As much of a right wing, darkie-hating, shit stain of a wank rag that the NotW has always been, this might turn out to be a masterstroke by the Murdoch empire. They have been caught out in some of the most disgraceful acts of both illegality and moral offence in the history of the press, and they have managed to actually turn it to their advantage.

They close the NotW to show how serious they are about this sort of legal transgression, they reduce their market share of the UK press, and as a result they might just manage to persuade people that they are neither a monopoly concern, nor a dangerous blight on political discourse, and in doing so secure the kind of domination over the UK press and hence UK political debate which could turn us into the next United States – forever having to pander to the latest reactionary retard wheeled out on Fox News to agitate the bigots and the racists.

Because let’s face it, NI are not weakened by this event, they are consolidated. The Sun and the NotW basically catered to the same market: ignorant, unpleasant, narrow-minded racists. Closing one just strengthens the other, but if this PR stunt enables the BSkyB takeover to take place we will still be faced with one of the most conservative, racist, morally repellent organisations in the modern world owning a scarily large chunk of UK media.

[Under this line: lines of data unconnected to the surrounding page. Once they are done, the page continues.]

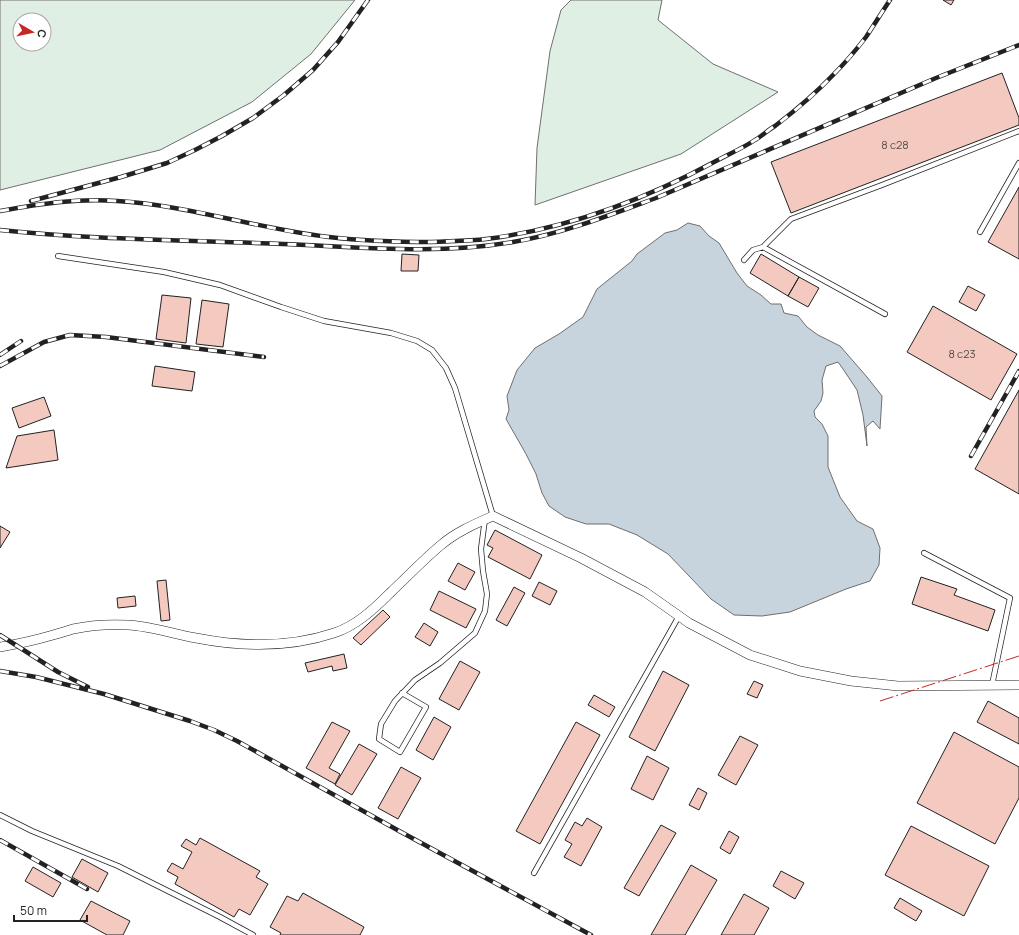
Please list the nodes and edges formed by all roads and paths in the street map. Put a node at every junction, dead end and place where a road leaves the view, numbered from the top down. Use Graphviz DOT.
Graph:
graph roads {
  1 [pos="1019,132"];
  2 [pos="1019,163"];
  3 [pos="980,232"];
  4 [pos="763,247"];
  5 [pos="58,256"];
  6 [pos="744,260"];
  7 [pos="885,314"];
  8 [pos="489,517"];
  9 [pos="924,553"];
  10 [pos="679,616"];
  11 [pos="0,647"];
  12 [pos="992,685"];
  13 [pos="1019,685"];
  14 [pos="402,693"];
  15 [pos="0,815"];
  16 [pos="534,873"];
  17 [pos="253,935"];
  1 -- 4 [label="lane"];
  2 -- 3 [label="lane"];
  4 -- 6 [label="lane"];
  4 -- 7 [label="lane"];
  5 -- 8 [label="lane"];
  8 -- 10 [label="street"];
  8 -- 11 [label="street"];
  8 -- 14 [label="lane"];
  9 -- 12 [label="lane"];
  10 -- 12 [label="street"];
  10 -- 16 [label="lane"];
  12 -- 13 [label="street"];
  14 -- 14 [label="lane"];
  15 -- 17 [label="lane"];
}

Day-to-day journalists have all been fired (although given they work for the NotW in the first place I have no fucking sympathy), but the people who actually engineered and implemented all the craven, corrupt and utterly illegal actions we’ve learned about recently will all continue to work within Murdoch’s empire of sleaze.

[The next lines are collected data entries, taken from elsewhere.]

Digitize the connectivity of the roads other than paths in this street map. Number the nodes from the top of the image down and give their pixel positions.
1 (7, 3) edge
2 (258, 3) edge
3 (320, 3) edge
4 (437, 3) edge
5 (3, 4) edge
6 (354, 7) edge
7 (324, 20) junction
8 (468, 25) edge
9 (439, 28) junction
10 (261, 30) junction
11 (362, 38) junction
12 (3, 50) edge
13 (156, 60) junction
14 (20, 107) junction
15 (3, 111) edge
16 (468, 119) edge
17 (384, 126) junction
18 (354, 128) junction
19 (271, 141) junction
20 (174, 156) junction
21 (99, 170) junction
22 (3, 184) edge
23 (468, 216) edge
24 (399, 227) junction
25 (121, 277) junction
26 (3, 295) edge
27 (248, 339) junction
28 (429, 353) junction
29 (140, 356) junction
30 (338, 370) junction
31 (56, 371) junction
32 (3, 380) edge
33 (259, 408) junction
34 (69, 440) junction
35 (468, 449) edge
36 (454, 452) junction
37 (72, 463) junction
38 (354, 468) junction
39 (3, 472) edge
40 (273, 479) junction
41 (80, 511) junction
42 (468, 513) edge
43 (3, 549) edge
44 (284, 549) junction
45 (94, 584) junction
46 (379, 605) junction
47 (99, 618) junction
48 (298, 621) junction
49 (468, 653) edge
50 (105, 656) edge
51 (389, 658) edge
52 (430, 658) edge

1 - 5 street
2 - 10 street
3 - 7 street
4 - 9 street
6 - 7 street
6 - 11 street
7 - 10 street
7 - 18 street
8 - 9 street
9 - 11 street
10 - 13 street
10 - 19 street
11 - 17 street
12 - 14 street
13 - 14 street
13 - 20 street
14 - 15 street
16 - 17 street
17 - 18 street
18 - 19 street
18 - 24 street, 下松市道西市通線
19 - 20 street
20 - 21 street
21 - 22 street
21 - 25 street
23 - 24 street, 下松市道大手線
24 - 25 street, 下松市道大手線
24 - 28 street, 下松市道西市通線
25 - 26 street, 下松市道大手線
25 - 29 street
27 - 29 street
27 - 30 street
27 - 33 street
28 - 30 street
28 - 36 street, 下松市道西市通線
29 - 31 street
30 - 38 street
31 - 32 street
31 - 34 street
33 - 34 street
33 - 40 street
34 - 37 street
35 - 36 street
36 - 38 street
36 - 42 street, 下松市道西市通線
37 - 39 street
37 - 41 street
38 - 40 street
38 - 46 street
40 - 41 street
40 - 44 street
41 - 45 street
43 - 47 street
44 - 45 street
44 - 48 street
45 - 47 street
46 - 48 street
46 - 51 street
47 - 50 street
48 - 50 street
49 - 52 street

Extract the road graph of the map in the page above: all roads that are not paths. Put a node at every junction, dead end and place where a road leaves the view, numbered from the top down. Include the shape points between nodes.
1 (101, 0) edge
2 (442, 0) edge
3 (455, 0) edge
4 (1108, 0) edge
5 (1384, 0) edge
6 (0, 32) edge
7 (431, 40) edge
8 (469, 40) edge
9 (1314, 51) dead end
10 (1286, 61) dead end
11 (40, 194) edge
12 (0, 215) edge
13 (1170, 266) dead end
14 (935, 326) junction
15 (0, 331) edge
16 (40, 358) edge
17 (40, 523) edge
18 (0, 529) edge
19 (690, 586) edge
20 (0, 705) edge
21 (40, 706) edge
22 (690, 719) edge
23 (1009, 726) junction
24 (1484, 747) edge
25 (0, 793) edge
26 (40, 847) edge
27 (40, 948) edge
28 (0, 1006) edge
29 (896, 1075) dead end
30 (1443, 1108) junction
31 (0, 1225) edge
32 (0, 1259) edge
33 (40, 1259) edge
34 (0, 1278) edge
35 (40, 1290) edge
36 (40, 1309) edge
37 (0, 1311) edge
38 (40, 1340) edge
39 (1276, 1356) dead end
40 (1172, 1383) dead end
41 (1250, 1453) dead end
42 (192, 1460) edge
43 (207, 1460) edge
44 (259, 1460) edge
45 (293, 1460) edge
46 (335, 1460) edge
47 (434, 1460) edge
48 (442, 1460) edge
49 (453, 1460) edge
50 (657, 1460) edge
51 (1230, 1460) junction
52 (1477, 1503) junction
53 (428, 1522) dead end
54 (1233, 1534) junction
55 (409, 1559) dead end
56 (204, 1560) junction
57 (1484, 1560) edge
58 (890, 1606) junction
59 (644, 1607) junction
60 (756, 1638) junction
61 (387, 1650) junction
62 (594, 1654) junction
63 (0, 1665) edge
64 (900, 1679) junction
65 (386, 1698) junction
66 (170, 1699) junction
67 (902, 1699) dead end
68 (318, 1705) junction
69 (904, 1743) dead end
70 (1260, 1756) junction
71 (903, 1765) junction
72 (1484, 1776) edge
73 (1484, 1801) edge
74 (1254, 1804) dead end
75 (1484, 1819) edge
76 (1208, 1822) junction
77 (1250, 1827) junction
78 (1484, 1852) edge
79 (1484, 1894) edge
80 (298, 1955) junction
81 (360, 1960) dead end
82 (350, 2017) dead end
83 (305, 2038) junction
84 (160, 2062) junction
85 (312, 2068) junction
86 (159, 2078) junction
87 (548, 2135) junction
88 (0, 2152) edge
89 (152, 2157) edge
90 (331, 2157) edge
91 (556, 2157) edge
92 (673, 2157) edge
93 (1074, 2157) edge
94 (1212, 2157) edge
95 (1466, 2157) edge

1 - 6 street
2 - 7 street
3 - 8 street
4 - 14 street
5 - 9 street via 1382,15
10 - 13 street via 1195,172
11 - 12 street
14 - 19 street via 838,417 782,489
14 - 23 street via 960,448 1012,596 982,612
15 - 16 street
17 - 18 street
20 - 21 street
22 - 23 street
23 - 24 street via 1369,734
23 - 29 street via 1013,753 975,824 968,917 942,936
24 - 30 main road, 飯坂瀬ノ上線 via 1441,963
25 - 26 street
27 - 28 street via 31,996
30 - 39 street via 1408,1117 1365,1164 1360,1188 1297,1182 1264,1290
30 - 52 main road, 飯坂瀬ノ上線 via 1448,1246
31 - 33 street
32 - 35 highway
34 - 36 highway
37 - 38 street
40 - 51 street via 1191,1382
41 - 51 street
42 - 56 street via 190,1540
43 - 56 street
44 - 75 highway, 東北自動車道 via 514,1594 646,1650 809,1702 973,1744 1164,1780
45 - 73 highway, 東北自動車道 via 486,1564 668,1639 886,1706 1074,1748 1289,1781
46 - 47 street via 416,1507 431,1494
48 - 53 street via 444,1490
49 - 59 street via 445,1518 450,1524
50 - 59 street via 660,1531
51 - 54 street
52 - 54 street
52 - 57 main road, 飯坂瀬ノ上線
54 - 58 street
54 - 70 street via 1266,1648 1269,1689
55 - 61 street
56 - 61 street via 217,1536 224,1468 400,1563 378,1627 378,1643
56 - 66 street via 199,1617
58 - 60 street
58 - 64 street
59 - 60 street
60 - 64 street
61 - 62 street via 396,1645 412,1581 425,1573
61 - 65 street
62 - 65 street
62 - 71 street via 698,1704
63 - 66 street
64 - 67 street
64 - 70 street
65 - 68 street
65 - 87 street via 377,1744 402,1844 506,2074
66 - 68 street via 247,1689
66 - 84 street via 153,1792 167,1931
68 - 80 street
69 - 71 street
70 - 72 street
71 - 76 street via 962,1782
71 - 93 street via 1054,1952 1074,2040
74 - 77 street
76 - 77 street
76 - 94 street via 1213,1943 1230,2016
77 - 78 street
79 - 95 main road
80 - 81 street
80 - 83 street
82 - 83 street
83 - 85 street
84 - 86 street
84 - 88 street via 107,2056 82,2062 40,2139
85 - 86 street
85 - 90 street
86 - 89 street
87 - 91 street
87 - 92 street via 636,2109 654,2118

In other words, what was potentially one of the greatest PR disasters in corporate history might just end up being turned into the kind of publicity stunt which turns the British media into a shameful mirror of the hatred, bigotry, and outright lies which is Fox News, by consolidating the power of a group of people who treat the world like their own fucking puppet show and care for nothing but insulating their own twisted version of reality to the point where a writer of dystopian science fiction simply couldn’t make this shit up.

Anyway, and breathe…

Here are your five questions for this week.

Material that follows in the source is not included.